### Your assignment:
Please report how many lines of the listing contain the string "Shine", giving the number only.

### Material shown:
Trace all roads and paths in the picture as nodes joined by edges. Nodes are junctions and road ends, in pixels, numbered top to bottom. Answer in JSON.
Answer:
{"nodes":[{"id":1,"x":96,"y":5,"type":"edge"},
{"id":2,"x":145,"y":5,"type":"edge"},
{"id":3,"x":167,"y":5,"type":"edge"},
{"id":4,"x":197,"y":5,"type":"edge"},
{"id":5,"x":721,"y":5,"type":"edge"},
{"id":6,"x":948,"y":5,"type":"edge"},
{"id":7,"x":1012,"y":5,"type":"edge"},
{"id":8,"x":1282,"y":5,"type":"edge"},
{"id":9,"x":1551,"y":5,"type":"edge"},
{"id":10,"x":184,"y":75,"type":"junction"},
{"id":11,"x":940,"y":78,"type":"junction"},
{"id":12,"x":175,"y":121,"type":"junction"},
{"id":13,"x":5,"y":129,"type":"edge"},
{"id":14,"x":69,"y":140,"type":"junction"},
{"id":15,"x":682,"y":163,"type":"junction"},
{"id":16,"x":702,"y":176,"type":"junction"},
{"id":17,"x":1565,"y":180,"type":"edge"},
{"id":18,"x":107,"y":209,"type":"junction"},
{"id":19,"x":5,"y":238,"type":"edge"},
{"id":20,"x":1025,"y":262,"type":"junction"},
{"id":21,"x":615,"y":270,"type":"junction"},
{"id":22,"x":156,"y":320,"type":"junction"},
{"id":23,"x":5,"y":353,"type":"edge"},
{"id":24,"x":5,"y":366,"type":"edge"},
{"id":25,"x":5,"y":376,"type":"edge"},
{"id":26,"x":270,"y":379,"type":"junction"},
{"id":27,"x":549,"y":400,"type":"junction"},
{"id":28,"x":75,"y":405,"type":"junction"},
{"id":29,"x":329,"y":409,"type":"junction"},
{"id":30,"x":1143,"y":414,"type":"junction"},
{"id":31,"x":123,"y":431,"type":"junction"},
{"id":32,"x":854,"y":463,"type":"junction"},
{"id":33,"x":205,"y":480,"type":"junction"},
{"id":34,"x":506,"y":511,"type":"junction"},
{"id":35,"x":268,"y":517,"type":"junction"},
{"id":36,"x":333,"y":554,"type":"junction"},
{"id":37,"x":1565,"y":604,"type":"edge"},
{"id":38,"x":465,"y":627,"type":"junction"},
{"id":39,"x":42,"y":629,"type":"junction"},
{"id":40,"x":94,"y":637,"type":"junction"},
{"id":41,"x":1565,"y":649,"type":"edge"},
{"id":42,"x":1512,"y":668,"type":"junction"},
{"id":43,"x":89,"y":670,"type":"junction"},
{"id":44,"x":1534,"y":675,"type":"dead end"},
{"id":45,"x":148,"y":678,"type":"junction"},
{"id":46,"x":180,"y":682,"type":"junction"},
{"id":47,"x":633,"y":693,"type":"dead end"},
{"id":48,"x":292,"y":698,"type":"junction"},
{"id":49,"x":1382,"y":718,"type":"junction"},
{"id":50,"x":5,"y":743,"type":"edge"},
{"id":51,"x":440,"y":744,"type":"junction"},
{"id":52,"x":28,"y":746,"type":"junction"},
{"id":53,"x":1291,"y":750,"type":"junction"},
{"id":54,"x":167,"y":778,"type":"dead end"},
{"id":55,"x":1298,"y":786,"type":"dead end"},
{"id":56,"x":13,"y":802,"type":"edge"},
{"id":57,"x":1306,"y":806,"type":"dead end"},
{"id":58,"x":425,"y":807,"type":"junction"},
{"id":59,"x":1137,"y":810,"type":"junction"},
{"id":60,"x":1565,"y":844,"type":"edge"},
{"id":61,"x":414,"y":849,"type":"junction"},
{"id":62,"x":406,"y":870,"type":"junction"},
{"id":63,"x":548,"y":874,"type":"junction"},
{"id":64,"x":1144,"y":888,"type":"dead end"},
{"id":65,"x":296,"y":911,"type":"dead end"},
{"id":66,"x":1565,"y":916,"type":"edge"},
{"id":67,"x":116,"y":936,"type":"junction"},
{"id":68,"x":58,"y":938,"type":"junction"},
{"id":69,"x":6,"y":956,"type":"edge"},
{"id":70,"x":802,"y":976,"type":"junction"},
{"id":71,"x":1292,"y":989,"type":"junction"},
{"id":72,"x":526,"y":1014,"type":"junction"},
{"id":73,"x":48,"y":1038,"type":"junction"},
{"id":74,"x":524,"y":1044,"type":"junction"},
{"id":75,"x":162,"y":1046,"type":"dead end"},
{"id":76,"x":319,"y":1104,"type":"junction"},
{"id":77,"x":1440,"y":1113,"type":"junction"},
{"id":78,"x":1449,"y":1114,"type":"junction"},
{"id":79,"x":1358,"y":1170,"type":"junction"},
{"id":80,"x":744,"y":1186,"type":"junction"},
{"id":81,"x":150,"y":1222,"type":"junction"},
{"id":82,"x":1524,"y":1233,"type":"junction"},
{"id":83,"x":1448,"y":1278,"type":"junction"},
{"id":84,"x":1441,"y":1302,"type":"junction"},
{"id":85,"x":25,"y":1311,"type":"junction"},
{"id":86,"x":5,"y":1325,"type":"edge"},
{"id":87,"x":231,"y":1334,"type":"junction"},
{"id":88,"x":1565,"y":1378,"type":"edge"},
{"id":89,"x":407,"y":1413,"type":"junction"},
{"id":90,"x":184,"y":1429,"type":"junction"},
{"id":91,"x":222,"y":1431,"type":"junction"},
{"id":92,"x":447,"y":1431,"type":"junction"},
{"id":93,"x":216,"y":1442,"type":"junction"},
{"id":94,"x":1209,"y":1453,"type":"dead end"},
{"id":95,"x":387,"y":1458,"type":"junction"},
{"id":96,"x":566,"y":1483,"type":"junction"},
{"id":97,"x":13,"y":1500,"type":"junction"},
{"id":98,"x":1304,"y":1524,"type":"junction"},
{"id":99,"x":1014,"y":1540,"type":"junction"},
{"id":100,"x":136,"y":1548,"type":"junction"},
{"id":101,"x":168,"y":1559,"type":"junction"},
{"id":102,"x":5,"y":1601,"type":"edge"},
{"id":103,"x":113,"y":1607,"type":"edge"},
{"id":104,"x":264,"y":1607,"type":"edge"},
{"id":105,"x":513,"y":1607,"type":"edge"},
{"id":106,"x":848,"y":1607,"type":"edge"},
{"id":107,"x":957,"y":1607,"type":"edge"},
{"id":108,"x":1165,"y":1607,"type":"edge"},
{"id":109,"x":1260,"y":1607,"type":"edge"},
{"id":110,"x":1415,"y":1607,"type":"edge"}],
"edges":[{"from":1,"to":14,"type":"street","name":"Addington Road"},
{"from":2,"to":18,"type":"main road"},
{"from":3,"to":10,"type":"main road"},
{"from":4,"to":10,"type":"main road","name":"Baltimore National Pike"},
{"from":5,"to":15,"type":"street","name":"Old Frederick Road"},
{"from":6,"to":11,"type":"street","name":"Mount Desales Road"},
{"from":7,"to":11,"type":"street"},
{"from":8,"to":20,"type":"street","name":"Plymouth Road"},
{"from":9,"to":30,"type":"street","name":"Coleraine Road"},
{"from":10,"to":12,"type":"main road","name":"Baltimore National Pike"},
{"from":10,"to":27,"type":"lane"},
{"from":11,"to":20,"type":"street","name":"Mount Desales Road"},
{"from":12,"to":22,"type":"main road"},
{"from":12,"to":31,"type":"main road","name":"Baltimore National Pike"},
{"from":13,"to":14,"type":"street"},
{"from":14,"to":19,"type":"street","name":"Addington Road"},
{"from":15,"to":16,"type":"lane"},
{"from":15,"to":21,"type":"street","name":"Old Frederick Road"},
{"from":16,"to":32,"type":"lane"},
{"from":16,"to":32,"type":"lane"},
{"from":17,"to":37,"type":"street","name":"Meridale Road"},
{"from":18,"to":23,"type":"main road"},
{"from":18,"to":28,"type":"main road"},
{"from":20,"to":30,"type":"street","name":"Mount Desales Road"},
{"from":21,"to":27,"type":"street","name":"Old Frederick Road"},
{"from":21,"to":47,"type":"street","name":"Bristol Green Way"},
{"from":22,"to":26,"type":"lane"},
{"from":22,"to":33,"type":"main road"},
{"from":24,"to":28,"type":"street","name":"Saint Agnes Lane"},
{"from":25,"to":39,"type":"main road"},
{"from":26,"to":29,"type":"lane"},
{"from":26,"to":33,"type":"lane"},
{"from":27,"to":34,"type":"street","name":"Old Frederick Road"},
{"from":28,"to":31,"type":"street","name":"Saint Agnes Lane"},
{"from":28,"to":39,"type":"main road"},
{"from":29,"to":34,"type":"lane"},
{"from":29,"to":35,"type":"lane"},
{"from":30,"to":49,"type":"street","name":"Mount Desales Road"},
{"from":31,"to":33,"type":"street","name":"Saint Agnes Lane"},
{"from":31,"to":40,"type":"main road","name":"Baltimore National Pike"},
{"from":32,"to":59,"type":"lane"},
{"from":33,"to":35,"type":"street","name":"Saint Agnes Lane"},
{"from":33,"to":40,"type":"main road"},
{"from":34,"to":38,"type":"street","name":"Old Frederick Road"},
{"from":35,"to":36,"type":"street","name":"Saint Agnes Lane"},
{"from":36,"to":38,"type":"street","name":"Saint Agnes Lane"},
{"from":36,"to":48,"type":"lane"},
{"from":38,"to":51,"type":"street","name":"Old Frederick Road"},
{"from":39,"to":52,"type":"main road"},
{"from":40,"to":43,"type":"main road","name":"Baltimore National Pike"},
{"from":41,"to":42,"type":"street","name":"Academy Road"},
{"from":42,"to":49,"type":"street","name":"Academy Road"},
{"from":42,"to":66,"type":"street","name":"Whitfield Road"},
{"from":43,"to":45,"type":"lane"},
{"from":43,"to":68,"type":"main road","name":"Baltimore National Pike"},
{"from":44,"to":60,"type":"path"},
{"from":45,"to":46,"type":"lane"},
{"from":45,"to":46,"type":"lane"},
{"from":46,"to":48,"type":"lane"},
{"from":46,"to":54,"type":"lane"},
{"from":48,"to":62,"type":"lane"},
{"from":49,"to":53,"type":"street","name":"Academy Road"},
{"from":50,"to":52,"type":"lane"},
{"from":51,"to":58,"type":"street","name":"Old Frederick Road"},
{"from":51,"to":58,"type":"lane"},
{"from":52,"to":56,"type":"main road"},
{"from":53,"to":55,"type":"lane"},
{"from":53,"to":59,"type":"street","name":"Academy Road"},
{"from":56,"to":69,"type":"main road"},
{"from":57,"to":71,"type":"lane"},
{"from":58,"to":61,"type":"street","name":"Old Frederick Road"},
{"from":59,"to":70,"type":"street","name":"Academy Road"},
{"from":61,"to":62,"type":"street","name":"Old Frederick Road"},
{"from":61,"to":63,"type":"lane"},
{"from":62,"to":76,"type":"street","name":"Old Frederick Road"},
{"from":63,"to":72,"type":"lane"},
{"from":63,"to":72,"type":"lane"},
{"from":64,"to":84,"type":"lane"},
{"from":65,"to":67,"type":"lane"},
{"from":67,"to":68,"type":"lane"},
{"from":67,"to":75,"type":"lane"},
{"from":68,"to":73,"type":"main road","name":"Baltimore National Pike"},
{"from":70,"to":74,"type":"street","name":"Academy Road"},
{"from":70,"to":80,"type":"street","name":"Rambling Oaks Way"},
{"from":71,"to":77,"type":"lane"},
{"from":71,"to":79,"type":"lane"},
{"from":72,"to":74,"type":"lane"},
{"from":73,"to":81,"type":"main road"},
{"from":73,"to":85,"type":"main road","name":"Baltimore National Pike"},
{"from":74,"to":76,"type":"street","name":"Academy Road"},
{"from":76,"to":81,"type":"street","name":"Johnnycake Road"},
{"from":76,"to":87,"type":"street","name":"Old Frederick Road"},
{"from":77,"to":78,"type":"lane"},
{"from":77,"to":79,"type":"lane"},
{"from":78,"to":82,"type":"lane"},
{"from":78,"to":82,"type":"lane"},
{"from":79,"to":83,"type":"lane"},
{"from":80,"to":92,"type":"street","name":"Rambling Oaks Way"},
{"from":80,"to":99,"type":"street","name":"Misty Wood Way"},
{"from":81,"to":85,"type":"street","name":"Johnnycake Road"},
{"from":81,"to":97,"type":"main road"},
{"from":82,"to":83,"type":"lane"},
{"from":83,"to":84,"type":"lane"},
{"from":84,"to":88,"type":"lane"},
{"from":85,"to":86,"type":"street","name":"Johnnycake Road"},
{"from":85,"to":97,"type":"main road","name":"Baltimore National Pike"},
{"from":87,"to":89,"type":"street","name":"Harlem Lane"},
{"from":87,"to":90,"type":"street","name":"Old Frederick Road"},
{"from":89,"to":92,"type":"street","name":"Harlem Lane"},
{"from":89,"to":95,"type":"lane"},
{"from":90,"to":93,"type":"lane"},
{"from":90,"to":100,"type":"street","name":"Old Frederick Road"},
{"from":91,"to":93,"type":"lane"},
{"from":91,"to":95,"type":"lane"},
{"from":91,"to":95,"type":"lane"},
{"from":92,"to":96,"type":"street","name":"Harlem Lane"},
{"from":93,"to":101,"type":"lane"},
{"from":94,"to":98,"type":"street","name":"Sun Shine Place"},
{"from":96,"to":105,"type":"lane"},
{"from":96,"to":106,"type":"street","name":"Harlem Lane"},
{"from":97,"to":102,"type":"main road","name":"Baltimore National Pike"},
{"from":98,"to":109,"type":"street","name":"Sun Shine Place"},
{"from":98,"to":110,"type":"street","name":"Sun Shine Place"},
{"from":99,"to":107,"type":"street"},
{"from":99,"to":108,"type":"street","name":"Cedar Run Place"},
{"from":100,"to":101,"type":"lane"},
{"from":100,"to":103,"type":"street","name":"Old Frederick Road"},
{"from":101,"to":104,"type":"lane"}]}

### Answer section:
3